Generally, the feed tube is the lowest temperature zone, with the later burn tunnel and lower riser the hottest. I am not sure how air velocity through the core will scale; I don't think it will be fully linear, as in three times faster than in an 8" J-tube. Thus, there may not be an advantage in making a 14' tall riser aside from the chimney draft effect. I don't think the horizontal burn tunnel needs to be fully twice as long as the feed depth. 28" diameter as you show is so huge that I think you would need industrial engineering and materials to construct and operate it safely. Even 12 to 16" square would have a very large capacity and high temperatures for incinerating.

What kinds of material do you want to incinerate? What size is the largest thing you would need to put in? What volume per day would you be burning?

For the riser, it needs to be one single cross section, not split up, as that would introduce more friction and slow the system.

Rather than trying to hold the trash in a drum, I think it would work better to make a firebrick "grate" of closely spaced fins standing up some from the floor, with the slots following the airflow streamlines so they get swept out by the draft. What would be the minimum common size of items in the load? Spacing to hold most of those up would allow good flow around the load. Fins/slots running down the sides of the feed might work well to get airflow around the load without dead spots.
2 weeks ago
For this application you would need a pump. The smallest one you can find would probably work fine, as long as it can handle hot water. Cast iron is generally cheapest, but with an open system it would corrode fairly quickly, so you need bronze or stainless steel.

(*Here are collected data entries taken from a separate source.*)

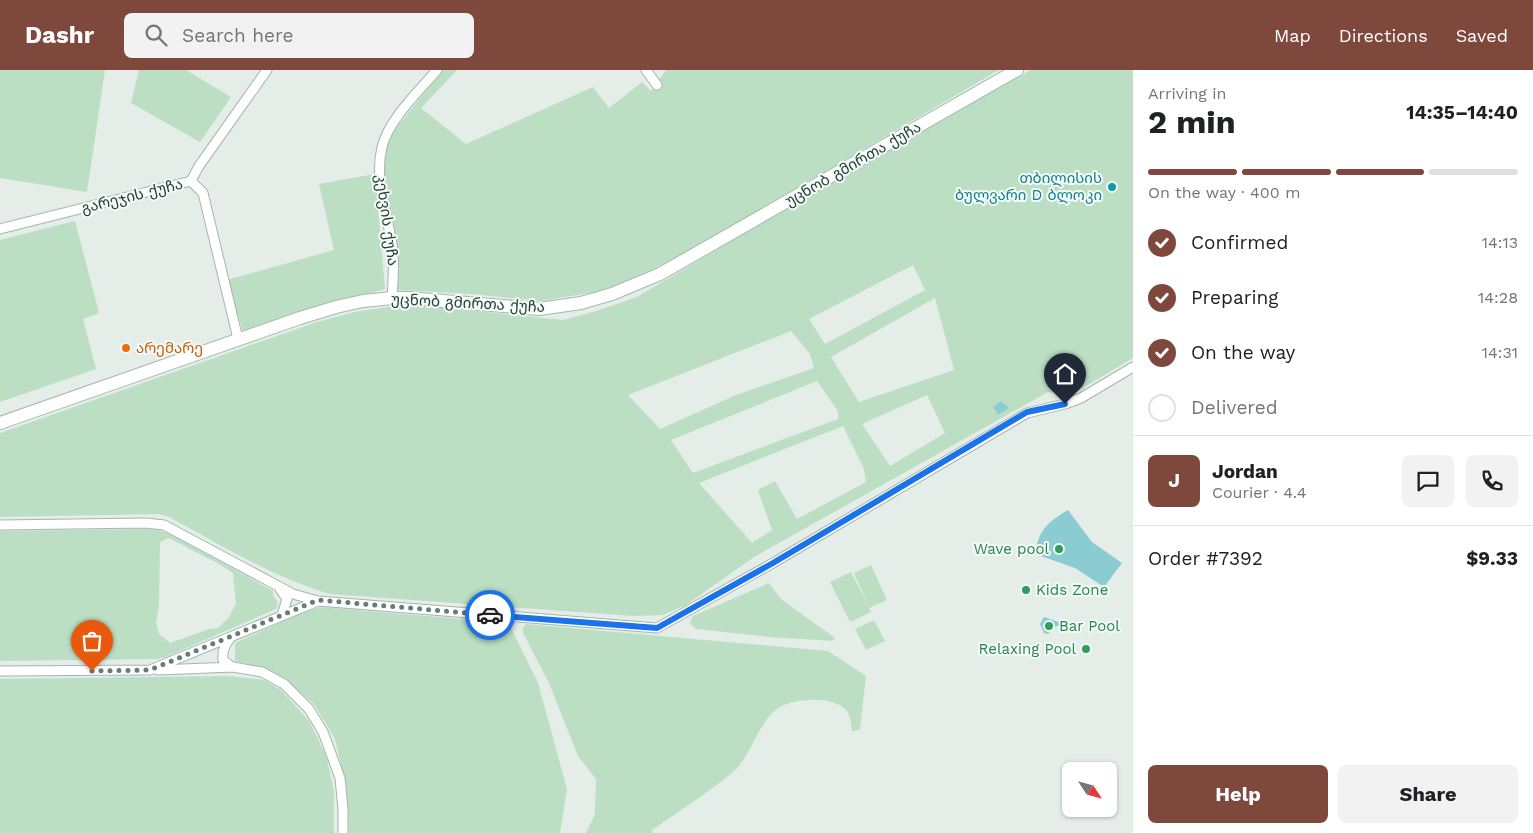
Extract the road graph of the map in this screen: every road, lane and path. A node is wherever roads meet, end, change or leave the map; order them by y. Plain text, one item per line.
1 (268, 70) edge
2 (436, 70) edge
3 (646, 70) edge
4 (1017, 70) edge
5 (657, 85) dead end
6 (191, 181) junction
7 (0, 229) edge
8 (392, 298) junction
9 (238, 339) junction
10 (1133, 367) edge
11 (0, 423) edge
12 (0, 525) edge
13 (280, 587) junction
14 (318, 600) junction
15 (282, 615) junction
16 (231, 637) junction
17 (233, 667) junction
18 (150, 670) junction
19 (0, 672) edge
20 (344, 833) edge

1 - 6 street, გარეჯის ქუჩა
2 - 8 street, კეხვის ქუჩა
3 - 5 street
4 - 8 main road, უცნობ გმირთა ქუჩა
6 - 7 street, გარეჯის ქუჩა
6 - 9 street
8 - 9 main road, უცნობ გმირთა ქუჩა
9 - 11 main road, უცნობ გმირთა ქუჩა
10 - 14 street
12 - 13 street
13 - 14 street
13 - 15 street
14 - 15 street
15 - 16 street
16 - 17 street
16 - 18 street
17 - 18 street
17 - 20 street
18 - 19 street

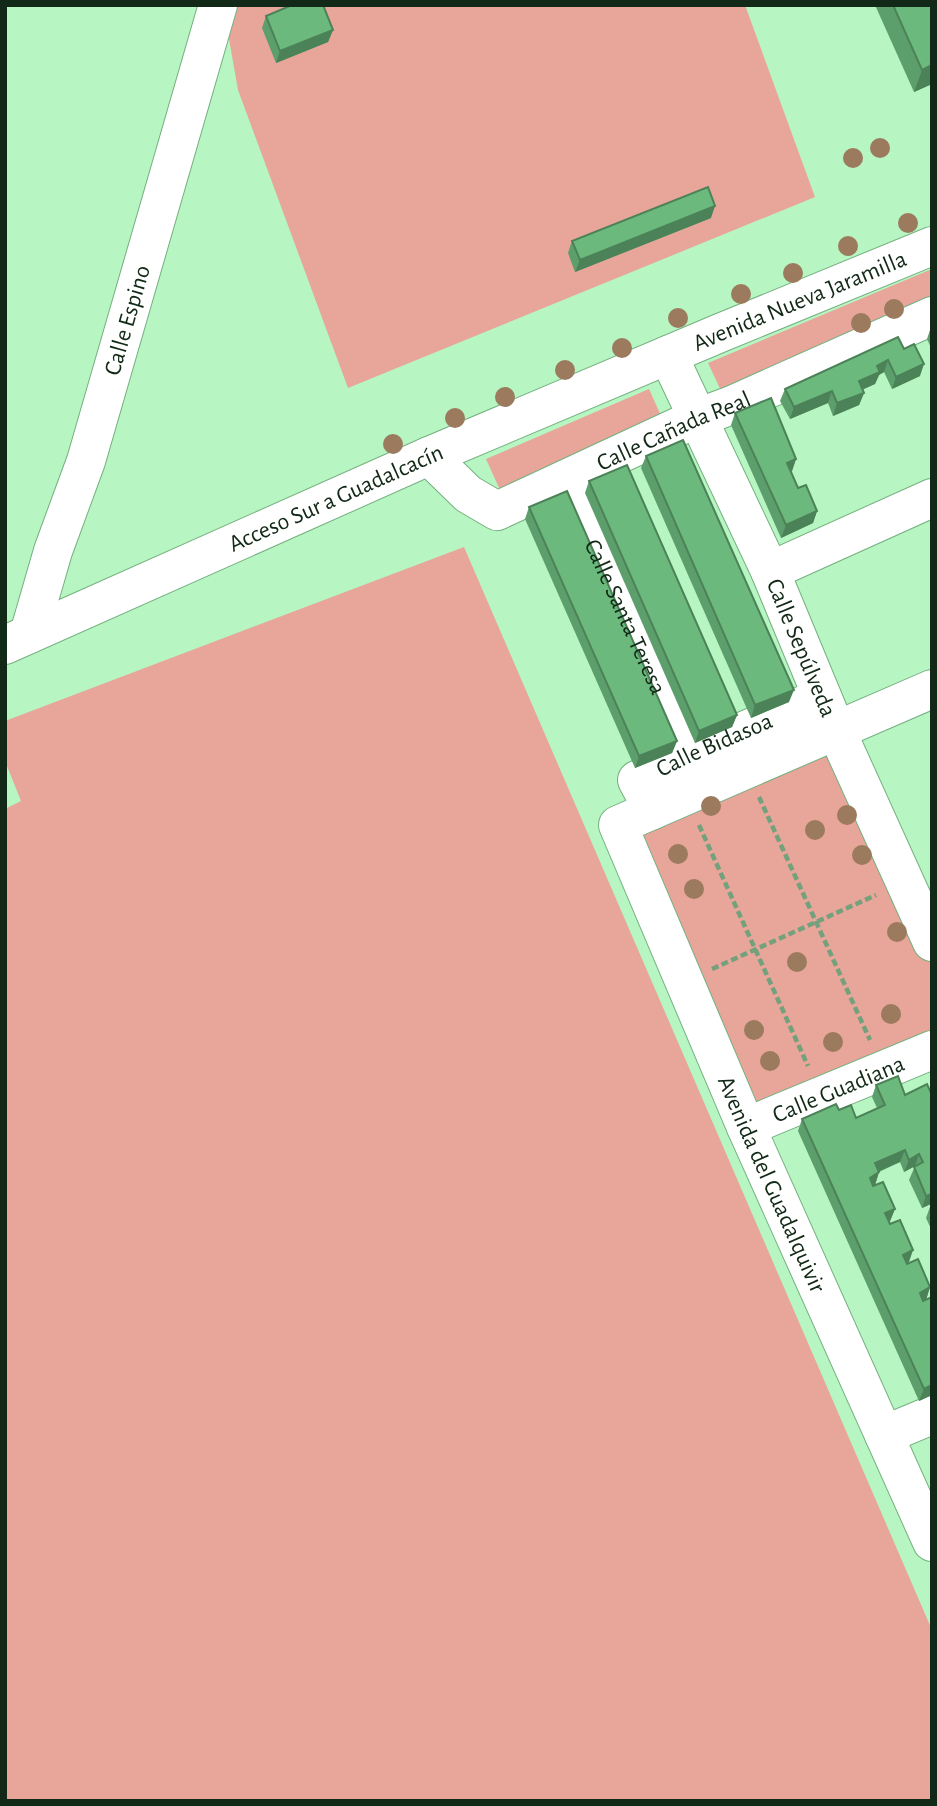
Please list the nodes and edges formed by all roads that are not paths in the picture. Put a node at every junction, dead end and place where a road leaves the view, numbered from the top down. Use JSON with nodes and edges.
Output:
{"nodes":[{"id":1,"x":218,"y":5,"type":"edge"},
{"id":2,"x":932,"y":246,"type":"edge"},
{"id":3,"x":932,"y":316,"type":"edge"},
{"id":4,"x":667,"y":355,"type":"junction"},
{"id":5,"x":697,"y":418,"type":"junction"},
{"id":6,"x":429,"y":456,"type":"junction"},
{"id":7,"x":564,"y":480,"type":"junction"},
{"id":8,"x":932,"y":498,"type":"edge"},
{"id":9,"x":770,"y":571,"type":"junction"},
{"id":10,"x":17,"y":640,"type":"edge"},
{"id":11,"x":932,"y":689,"type":"edge"},
{"id":12,"x":829,"y":714,"type":"junction"},
{"id":13,"x":688,"y":755,"type":"junction"},
{"id":14,"x":669,"y":803,"type":"junction"},
{"id":15,"x":618,"y":825,"type":"joint"},
{"id":16,"x":916,"y":885,"type":"edge"},
{"id":17,"x":932,"y":942,"type":"edge"},
{"id":18,"x":932,"y":1050,"type":"edge"},
{"id":19,"x":746,"y":1127,"type":"junction"},
{"id":20,"x":932,"y":1415,"type":"edge"},
{"id":21,"x":884,"y":1435,"type":"junction"},
{"id":22,"x":932,"y":1542,"type":"edge"}],
"edges":[{"from":1,"to":10,"type":"street","name":"Calle Espino"},
{"from":2,"to":4,"type":"street","name":"Avenida Nueva Jaramilla"},
{"from":3,"to":5,"type":"street","name":"Calle Cañada Real"},
{"from":4,"to":5,"type":"street","name":"Calle Sepúlveda"},
{"from":4,"to":6,"type":"street","name":"Acceso Sur a Guadalcacín"},
{"from":5,"to":7,"type":"street","name":"Calle Cañada Real"},
{"from":5,"to":9,"type":"street","name":"Calle Sepúlveda"},
{"from":6,"to":7,"type":"street","name":"Calle Cañada Real"},
{"from":6,"to":10,"type":"street","name":"Acceso Sur a Guadalcacín"},
{"from":7,"to":13,"type":"street","name":"Calle Santa Teresa"},
{"from":8,"to":9,"type":"street"},
{"from":9,"to":12,"type":"street","name":"Calle Sepúlveda"},
{"from":11,"to":12,"type":"street"},
{"from":12,"to":13,"type":"street","name":"Calle Bidasoa"},
{"from":12,"to":14,"type":"street","name":"Calle Bidasoa"},
{"from":12,"to":16,"type":"street","name":"Calle Sepúlveda"},
{"from":13,"to":14,"type":"street","name":"Calle Bidasoa"},
{"from":14,"to":15,"type":"street","name":"Calle Bidasoa"},
{"from":15,"to":19,"type":"street","name":"Avenida del Guadalquivir"},
{"from":16,"to":17,"type":"street","name":"Calle Sepúlveda"},
{"from":18,"to":19,"type":"street","name":"Calle Guadiana"},
{"from":19,"to":21,"type":"street","name":"Avenida del Guadalquivir"},
{"from":20,"to":21,"type":"street"},
{"from":21,"to":22,"type":"street","name":"Avenida del Guadalquivir"}]}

If you wanted to heat a floor or anything above the stove tank, gravity circulation would work fine. Large piping makes circulation easier.
2 weeks ago
Nice ideas, but many of them are not really techniques used in medieval times in Europe. I have studied medieval domestic architecture for decades, and there are few if any references to them in publications.

Large windows with glass were not a thing aside from upper class dwellings in later period. South facing windows were not a regular practice, but might exist where convenient.
Animal quarters in or adjacent to the house were only common in certain poor regions, early period, or where essential to survival.

Underfloor heating by stones heated in the central hearth would require structural features that are not in evidence in any European context. It would require massive continuing effort to work in practice. Korea had and still has the ondol, with a firebox under one end of the house and smoke channels running beneath the raised stone floor. The Roman hypocaust essentially fell out of use with the fall of Roman civilization. Masonry stoves were developed in the 16th-17th century and later in eastern Europe as firewood became scarcer.

Stone walls are excellent in areas with large daily temperature swings, but in European winters, they would just be a constant heat sink. Wood and wattle and daub are okay as insulators, but not major help in keeping warm in leaky houses. Cob would actually have some degree of insulation value. Wall hangings in upper class buildings helped keep heat from being lost.

Brick or stone floors were generally upper class, and wood on ground floors was not general practice. Absent money for masonry, the ground floor was ground, with rushes spread for comfort.
Thatch is a good insulator, and if done right can last for generations. Its major drawback is fire spread, which caused it to be banned in many cities.

Enclosed beds were a later or upper class development, and certainly helpful.